Darryl Babatunde Smith

BIO
Darryl is a classicist and polygot who brings his patience and virtue of slowness into art. His "classical" style is one tool for studying how the tiniest details of the human body conveys the person's reality and history. That's why, Darryl says, he is able to find resonances between his own life and imageries from Ancient Greece that existed many millenia ago: his favorites include Dionysian myth, violence, and wine.
You'll like Darryl if: your eyes linger on one fingertip, one tip of the chin on classical sculptures.

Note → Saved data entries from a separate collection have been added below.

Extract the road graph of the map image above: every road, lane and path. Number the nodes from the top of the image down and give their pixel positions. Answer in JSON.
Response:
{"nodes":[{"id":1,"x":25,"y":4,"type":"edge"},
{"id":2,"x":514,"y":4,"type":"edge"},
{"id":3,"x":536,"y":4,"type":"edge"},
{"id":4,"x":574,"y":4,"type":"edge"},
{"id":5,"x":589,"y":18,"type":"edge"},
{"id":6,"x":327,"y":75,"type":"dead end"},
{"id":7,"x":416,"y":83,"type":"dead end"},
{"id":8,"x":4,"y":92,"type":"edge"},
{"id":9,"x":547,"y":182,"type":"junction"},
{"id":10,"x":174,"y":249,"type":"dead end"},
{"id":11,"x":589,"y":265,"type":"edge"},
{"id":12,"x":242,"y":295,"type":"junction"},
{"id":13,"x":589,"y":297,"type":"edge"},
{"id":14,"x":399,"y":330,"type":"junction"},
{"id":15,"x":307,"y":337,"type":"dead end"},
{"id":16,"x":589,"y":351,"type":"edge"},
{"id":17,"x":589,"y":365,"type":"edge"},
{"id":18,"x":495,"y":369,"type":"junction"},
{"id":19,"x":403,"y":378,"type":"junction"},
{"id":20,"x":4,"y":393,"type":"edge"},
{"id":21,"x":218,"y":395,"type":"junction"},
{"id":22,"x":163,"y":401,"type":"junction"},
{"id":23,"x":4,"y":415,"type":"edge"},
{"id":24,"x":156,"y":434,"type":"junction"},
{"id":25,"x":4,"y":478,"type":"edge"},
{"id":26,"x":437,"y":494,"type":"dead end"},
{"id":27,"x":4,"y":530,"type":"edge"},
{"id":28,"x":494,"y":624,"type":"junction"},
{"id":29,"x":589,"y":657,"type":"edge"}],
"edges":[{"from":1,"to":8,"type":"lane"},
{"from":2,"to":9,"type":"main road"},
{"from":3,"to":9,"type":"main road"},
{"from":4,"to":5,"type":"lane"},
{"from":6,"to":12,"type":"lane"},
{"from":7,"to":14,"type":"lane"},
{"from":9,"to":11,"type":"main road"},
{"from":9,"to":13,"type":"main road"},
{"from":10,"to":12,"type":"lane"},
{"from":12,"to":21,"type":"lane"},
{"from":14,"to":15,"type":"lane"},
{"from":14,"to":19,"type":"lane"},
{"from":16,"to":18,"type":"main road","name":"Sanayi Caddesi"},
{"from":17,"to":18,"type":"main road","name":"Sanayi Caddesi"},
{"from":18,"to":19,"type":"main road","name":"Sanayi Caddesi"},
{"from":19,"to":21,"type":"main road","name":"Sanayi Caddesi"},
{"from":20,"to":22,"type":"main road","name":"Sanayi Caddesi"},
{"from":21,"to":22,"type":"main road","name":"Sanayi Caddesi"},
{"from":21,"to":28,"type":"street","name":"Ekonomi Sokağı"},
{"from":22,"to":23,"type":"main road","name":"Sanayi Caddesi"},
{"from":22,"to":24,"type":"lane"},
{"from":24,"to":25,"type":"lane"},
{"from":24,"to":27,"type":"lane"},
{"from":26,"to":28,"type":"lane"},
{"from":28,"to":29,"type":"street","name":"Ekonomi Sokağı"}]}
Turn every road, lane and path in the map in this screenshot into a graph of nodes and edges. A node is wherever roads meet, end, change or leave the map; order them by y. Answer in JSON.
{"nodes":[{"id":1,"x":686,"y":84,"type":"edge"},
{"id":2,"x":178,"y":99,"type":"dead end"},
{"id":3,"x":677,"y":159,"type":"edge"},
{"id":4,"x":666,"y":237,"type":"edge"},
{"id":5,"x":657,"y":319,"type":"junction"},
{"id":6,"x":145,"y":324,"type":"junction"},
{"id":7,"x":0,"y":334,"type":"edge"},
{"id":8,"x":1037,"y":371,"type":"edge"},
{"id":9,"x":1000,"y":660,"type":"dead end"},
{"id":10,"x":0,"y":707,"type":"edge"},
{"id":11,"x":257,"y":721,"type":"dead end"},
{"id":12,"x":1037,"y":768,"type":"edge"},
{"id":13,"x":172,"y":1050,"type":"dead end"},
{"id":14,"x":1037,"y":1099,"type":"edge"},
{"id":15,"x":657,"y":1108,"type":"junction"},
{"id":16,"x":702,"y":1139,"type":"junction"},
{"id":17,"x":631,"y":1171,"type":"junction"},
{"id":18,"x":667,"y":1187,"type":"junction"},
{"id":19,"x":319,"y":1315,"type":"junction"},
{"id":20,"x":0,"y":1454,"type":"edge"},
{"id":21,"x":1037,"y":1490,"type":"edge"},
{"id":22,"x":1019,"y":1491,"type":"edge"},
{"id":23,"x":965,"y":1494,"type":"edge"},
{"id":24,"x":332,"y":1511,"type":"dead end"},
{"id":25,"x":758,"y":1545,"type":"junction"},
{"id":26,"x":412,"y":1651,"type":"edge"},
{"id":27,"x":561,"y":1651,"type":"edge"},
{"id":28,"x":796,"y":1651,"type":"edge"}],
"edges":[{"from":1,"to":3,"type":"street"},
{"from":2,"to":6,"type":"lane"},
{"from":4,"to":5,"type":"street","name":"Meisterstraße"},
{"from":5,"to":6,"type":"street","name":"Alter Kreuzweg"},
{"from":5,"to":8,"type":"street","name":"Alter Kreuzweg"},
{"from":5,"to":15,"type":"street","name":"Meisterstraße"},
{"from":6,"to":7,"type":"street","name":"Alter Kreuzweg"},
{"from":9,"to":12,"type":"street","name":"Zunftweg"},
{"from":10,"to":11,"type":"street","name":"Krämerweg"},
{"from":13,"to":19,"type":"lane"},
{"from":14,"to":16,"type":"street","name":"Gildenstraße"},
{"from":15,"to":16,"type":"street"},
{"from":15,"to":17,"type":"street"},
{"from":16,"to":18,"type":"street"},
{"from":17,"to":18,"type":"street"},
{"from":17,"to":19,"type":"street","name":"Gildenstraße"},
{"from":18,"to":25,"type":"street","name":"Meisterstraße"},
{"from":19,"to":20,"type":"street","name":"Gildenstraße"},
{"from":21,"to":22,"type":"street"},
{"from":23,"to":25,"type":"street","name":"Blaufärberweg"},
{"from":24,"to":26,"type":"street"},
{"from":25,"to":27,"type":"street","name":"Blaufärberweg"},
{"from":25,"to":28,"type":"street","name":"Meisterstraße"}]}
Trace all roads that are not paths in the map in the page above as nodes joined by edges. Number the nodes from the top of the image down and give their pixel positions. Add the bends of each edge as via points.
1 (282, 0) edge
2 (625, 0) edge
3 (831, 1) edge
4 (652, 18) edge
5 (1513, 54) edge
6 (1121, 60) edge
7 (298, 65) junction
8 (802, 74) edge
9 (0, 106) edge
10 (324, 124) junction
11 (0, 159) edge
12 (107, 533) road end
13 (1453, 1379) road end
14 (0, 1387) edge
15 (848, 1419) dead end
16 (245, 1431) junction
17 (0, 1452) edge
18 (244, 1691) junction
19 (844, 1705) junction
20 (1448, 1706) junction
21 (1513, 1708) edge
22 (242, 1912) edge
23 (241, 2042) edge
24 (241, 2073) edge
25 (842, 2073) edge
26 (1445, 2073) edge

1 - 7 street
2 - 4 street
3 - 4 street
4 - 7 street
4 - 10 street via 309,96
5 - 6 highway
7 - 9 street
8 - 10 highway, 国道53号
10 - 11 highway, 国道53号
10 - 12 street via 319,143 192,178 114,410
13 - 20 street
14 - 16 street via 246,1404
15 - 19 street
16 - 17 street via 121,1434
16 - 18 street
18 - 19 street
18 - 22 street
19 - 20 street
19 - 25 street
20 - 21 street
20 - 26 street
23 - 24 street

"My works are a part of the thread of antiquity that still spins to this day. They critique the present with a classical perspective instead of imposing a contemporary lens onto an already rich and diverse literary and visual history. Ancient Greek myths are very important to me because they are the classical lens through which I perceive the world. My works, then, become surfaces onto which I write and translate thoughts on representation, identity, and life. My “translations” are written using the human body as a visual language developed by the Ancient Greeks. Drawing in silverpoint and painting in egg tempera are delicate and meditative acts similar to writing poetry. These Renaissance art techniques have a profound impact on my process because they allow me to exist in tandem with timeless Greco-Roman imagination. In my current work, I use these Renaissance techniques to depict myself in various narratives found in Ancient Greek literature. The narratives, though seemingly ancient and fictional, discuss the human mind and human nature in ways that are still true now. I put myself in poses inspired by Ancient Greek red-figure and black-figure vase paintings because even through the use of a limited palette, these vase paintings were capable of representing a diverse group of people. And I see myself in them."